What you should do:
Make an exact copy of the records, omitting all images.

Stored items
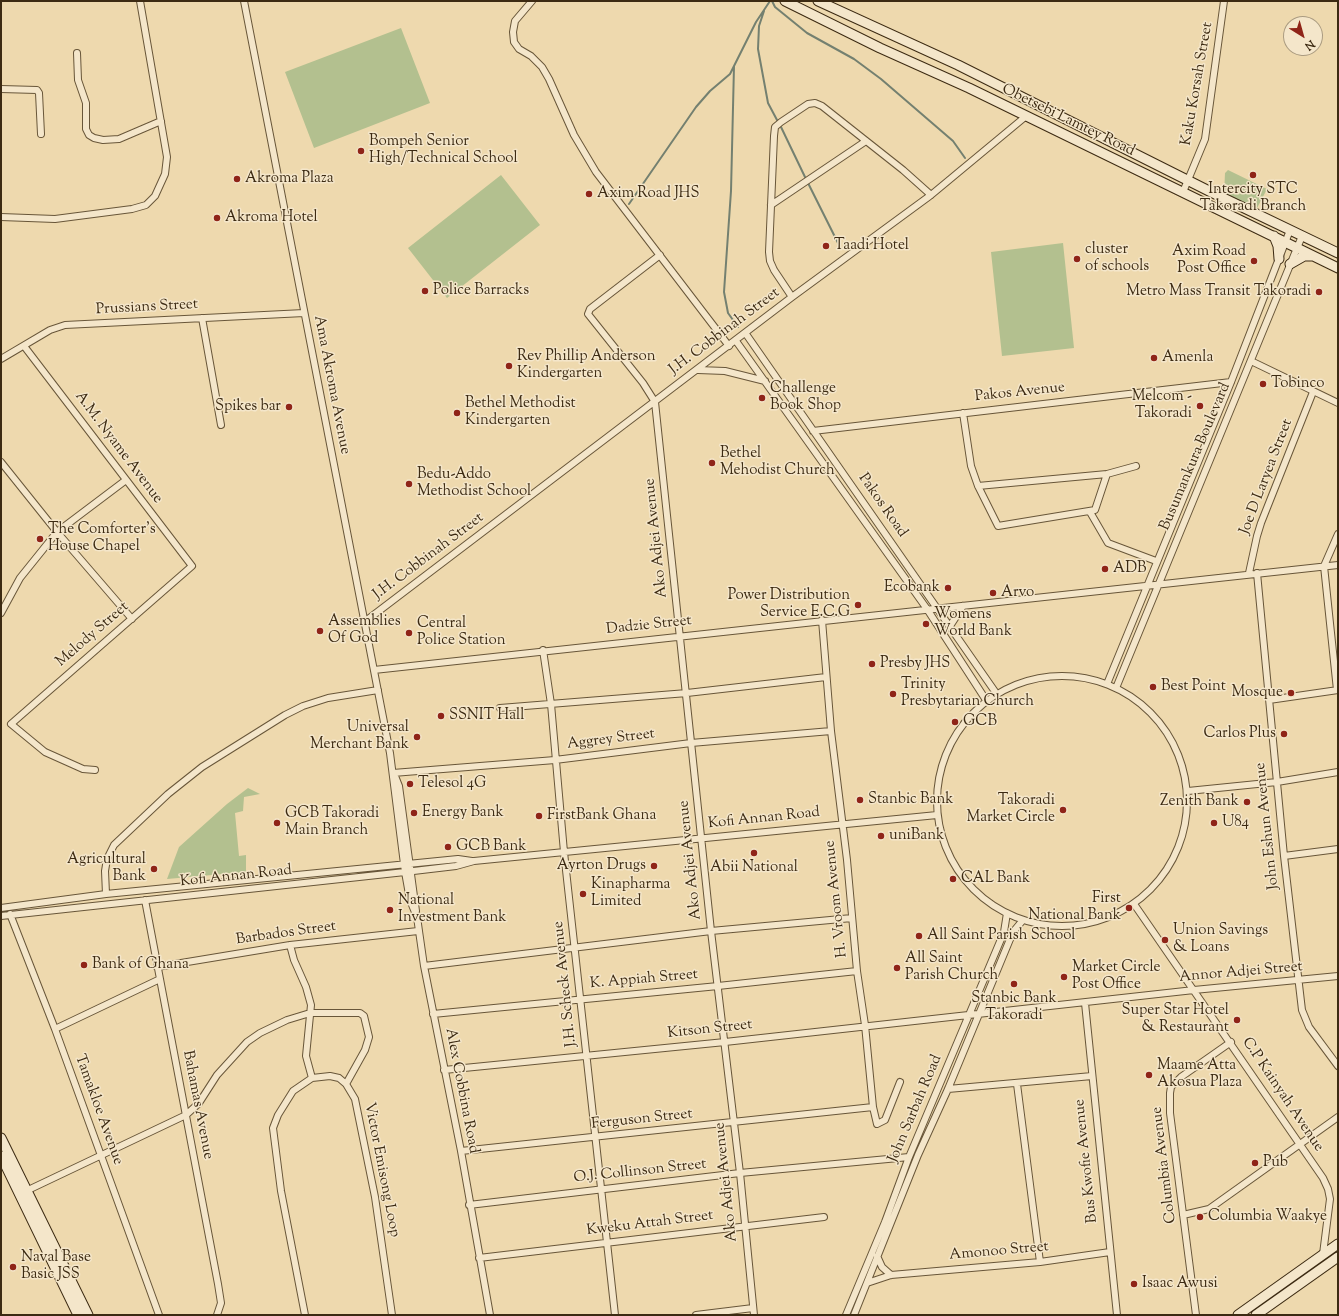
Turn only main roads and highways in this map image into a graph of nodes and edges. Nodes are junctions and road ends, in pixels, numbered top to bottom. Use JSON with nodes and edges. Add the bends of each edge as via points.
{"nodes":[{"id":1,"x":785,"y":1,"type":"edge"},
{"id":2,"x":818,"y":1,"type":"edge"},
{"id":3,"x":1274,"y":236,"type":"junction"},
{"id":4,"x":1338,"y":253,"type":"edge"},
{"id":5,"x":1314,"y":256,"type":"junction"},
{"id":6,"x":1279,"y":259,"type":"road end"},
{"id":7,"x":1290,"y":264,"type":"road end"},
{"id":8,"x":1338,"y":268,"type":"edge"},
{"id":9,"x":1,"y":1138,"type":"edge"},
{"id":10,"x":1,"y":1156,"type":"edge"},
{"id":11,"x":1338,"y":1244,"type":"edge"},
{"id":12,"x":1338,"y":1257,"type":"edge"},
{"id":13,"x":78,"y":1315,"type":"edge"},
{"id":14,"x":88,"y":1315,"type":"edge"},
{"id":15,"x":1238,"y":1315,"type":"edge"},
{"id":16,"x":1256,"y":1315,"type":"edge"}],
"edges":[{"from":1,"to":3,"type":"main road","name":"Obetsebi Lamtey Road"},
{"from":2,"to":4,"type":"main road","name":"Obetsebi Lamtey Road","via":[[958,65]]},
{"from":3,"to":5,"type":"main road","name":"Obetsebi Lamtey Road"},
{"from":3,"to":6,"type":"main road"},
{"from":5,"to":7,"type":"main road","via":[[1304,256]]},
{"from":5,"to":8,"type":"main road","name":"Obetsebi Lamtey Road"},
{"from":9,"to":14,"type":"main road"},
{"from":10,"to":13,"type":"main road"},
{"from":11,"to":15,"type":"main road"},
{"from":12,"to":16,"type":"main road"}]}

Solution to the problem:
Turn only main roads and highways in this map image into a graph of nodes and edges. Nodes are junctions and road ends, in pixels, numbered top to bottom. Use JSON with nodes and edges. Add the bends of each edge as via points.
{"nodes":[{"id":1,"x":785,"y":1,"type":"edge"},
{"id":2,"x":818,"y":1,"type":"edge"},
{"id":3,"x":1274,"y":236,"type":"junction"},
{"id":4,"x":1338,"y":253,"type":"edge"},
{"id":5,"x":1314,"y":256,"type":"junction"},
{"id":6,"x":1279,"y":259,"type":"road end"},
{"id":7,"x":1290,"y":264,"type":"road end"},
{"id":8,"x":1338,"y":268,"type":"edge"},
{"id":9,"x":1,"y":1138,"type":"edge"},
{"id":10,"x":1,"y":1156,"type":"edge"},
{"id":11,"x":1338,"y":1244,"type":"edge"},
{"id":12,"x":1338,"y":1257,"type":"edge"},
{"id":13,"x":78,"y":1315,"type":"edge"},
{"id":14,"x":88,"y":1315,"type":"edge"},
{"id":15,"x":1238,"y":1315,"type":"edge"},
{"id":16,"x":1256,"y":1315,"type":"edge"}],
"edges":[{"from":1,"to":3,"type":"main road","name":"Obetsebi Lamtey Road"},
{"from":2,"to":4,"type":"main road","name":"Obetsebi Lamtey Road","via":[[958,65]]},
{"from":3,"to":5,"type":"main road","name":"Obetsebi Lamtey Road"},
{"from":3,"to":6,"type":"main road"},
{"from":5,"to":7,"type":"main road","via":[[1304,256]]},
{"from":5,"to":8,"type":"main road","name":"Obetsebi Lamtey Road"},
{"from":9,"to":14,"type":"main road"},
{"from":10,"to":13,"type":"main road"},
{"from":11,"to":15,"type":"main road"},
{"from":12,"to":16,"type":"main road"}]}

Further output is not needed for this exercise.